Paragraph 1 of Schedule 2 provides:
"(1) A licence under this paragraph may authorise any of the following in the course of providing treatment services –
(a) bringing about the creation of embryos in vitro,
(b) keeping embryos,
(c) using gametes,
(d) practices designed to secure that embryos are in a suitable condition to be placed in a woman or to determine whether embryos are suitable for that purpose.
(e) placing any embryo in a woman….
(2) Subject to the provisions of this Act, a licence under this paragraph may be granted subject to such conditions as may be specified in the licence and may authorise the performance of any of the activities referred to in sub-paragraph (1) above in such manner as may be so specified.
(3) A licence under this paragraph cannot authorise any activity unless it appears to the Authority to be necessary or desirable for the purpose of providing treatment services…."
I shall have to refer to other aspects of the licensing system later. The other side of the coin is what the Act prohibits. Section 3, which is headed "Prohibitions in connection with embryos", provides:
"(1) No person shall –
(a) bring about the creation of an embryo, or
(b) keep or use an embryo except in pursuance of a licence."

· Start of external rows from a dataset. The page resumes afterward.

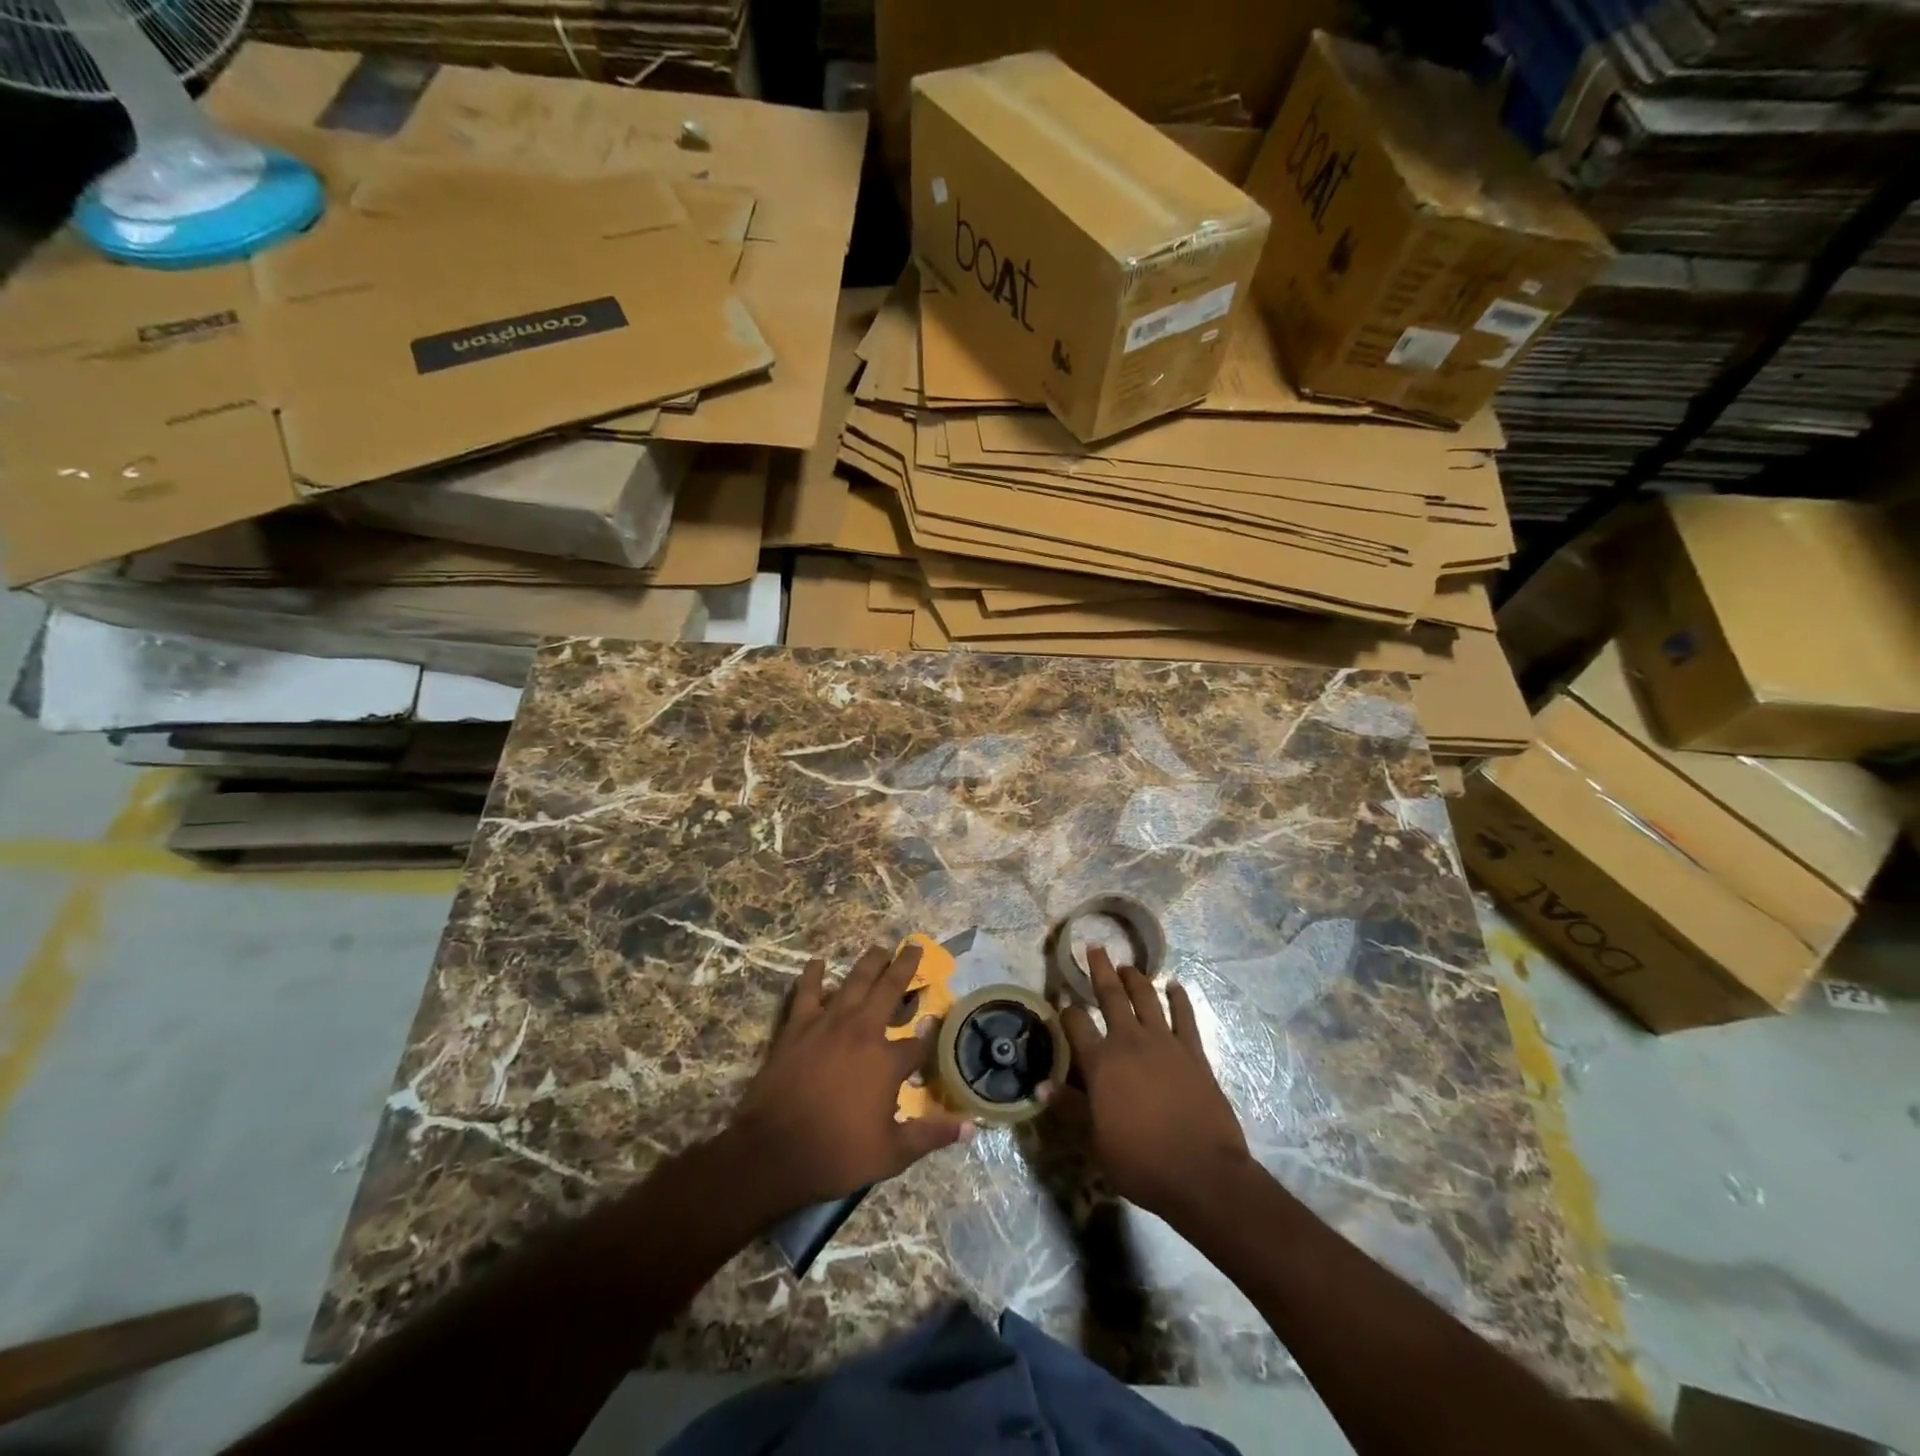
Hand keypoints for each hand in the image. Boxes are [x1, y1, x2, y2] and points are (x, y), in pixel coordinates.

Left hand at [723, 944, 973, 1216]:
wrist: (773, 1151)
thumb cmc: (836, 1154)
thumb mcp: (892, 1154)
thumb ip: (931, 1134)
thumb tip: (970, 1126)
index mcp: (887, 1062)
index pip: (919, 1042)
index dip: (932, 1032)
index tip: (938, 1020)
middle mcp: (863, 1032)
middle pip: (889, 989)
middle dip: (905, 967)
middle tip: (914, 946)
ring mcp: (828, 1024)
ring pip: (854, 982)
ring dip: (869, 962)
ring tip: (880, 948)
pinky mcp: (798, 1026)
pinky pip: (807, 992)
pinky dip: (814, 975)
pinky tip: (818, 963)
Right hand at [1059, 947, 1251, 1220]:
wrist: (1201, 1173)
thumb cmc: (1140, 1161)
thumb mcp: (1095, 1140)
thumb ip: (1070, 1107)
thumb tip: (1040, 1086)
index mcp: (1100, 1062)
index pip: (1075, 1024)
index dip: (1065, 1010)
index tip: (1060, 1001)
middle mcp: (1129, 1041)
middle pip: (1111, 996)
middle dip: (1100, 970)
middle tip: (1094, 948)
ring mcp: (1164, 1043)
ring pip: (1147, 998)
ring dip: (1136, 978)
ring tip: (1128, 966)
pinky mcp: (1193, 1052)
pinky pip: (1184, 1016)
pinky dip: (1179, 998)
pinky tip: (1175, 986)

- On 13 December 2001 the HFEA issued a press release under the heading "HFEA to allow tissue typing in conjunction with pre-implantation genetic diagnosis". It described PGD and referred to tissue typing as "an additional step whereby the embryo is simultaneously tested for its tissue compatibility with an affected sibling". It added
"Before this technique can be used in treatment, approval will be required from an HFEA Licence Committee which will consider applications on a case-by-case basis. If licences are issued, these will be subject to strict conditions."
- At the time of the press release the HFEA had before it an application from a clinic for a licence to perform PGD screening for beta thalassaemia and tissue typing in relation to the family to whom I referred earlier. On 22 February 2002, the Licence Committee granted the clinic a licence in relation to (amongst other things) PGD pre-implantation genetic screening for aneuploidy, subject to many conditions, including one forbidding the use of information derived from tests on an embryo or any material removed from it to select embryos of a particular sex "for social reasons".
- The present application for judicial review is brought by Josephine Quintavalle on behalf of Comment on Reproductive Ethics (CORE), a group whose purpose is "to focus and facilitate debate on ethical issues arising from human reproduction and, in particular, assisted reproduction". Its standing to bring the application was questioned by the HFEA in its Acknowledgment of Service but no point has been taken about it since Crane J granted permission to apply.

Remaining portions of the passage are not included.